Maviş: Eylül’de kaos olacak, okulların şantiye alanlarına döneceği gerçeğiyle yüzleşmişken, fizyolojik altyapı ve beslenme koşulları uygun değilken, güvenlik başlı başına bir sorunken tam gün adı altında öğrenciler daha uzun süreler okullarda iyi mi duracak? Eğitim Bakanlığı mesuliyet almıyor, tüm sorunların çözümünü gene öğretmene yıkmaya çalışıyor. Eğitim Bakanlığı lüzumlu önlemleri almazsa, beslenme sorunları ve ruhsal problemler yaşanacak. Öğretmen her zamanki benzer biçimde görevinin başlangıcında olacak, okullar grevle açılmayacak. Öğretmen görevinin başlangıcında olacak, fakat cemiyet da görecek ki, okulda yaşanmış olan sorunların sorumlusu Eğitim Bakanlığı’dır. Öğretmenler yasadaki görevlerinin haricinde vazife üstlenmeyecek. Çocuklarımızı doğal olarak ki koruyacağız, vicdanımız, sevgimiz bunu yapmayı gerektirir. Ödev ve sorumluluklarımıza devam edeceğiz. Eğitim Bakanlığı’nın ortaya koyduğu tam gün vizyonu, hususi eğitim okullarında yaşanmış olan tecrübe noktasında, fiyasko olacak.

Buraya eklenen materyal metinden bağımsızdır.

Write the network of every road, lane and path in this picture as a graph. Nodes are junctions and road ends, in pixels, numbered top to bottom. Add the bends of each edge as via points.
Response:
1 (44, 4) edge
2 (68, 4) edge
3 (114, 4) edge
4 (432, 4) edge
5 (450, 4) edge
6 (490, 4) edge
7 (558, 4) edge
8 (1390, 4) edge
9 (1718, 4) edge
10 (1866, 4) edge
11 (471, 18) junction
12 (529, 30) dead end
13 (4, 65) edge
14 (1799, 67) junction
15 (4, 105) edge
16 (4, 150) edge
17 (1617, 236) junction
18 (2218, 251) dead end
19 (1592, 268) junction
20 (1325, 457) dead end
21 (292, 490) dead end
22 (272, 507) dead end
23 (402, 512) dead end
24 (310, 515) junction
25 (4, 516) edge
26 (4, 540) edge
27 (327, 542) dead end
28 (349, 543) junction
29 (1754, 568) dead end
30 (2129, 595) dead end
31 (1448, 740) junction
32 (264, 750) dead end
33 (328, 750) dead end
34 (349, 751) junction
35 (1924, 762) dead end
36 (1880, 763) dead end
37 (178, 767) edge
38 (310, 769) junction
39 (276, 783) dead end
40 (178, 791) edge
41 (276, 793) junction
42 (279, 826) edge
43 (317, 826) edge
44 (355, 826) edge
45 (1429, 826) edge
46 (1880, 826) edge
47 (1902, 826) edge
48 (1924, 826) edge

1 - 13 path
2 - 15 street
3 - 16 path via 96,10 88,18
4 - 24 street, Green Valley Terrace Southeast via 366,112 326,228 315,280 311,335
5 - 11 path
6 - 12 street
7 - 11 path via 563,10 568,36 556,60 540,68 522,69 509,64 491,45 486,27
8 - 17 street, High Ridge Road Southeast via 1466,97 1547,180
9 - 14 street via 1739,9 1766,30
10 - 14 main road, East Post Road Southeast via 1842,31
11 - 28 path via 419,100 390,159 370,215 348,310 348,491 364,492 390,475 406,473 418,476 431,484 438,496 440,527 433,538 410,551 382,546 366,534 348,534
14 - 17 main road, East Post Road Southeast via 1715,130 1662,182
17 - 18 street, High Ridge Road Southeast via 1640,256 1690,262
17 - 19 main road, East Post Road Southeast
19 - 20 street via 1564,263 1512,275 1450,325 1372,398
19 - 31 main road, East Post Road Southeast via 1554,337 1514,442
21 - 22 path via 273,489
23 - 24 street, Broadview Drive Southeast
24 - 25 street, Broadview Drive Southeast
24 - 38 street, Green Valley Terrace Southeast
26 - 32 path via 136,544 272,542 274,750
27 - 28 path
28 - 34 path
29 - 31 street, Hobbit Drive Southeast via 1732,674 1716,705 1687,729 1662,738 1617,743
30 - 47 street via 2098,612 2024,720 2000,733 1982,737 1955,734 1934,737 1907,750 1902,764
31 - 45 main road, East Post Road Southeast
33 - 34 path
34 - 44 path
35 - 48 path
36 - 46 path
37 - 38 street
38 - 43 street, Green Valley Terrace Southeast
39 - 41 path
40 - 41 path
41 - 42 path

Toplumun bunu görmesini isrtiyoruz. Şantiye alanlarında evlatların güvenliği sorgulandığında, öğleden sonrasında çocuklar aç kalınca, okulların hazır olmadığını hepimiz görecek. Kısa ve uzun solukta hedefleri belirlenmiş, vizyonu olan bir eğitim programıyla eğitimde süre uzatılabilir. Evlatların okul sonrasında, ücret ödeyerek, sanatla alakalı ve sportif faaliyetle ilgili kurs alması yerine, bu kursları ücretsiz bir şekilde okullara taşıyacak formül vardır. Bunu ortaya koyabilecek bir bakana ihtiyacımız var. Kaptan fena olursa, tüm rüzgarlar fena olur ve vapur doğru yol almaz. Nazım Çavuşoğlu, problem çözücü, ortaklaşa iş ve diyaloğa açık bir bakan değildir. Bir senedir çatışma yaşıyoruz, bu çatışmada bu vapur yol alamaz. Başbakan, eğitimde geleceği düşünüyorsa, bizim bu çağrımızı dikkate alsın. Yeni bir bakan, yeni bir vizyon ve onun kuracağı diyalog bizim için önemlidir. İstifa da bir erdemdir fakat Eğitim Bakanı’nın öyleki bir niyeti yoktur.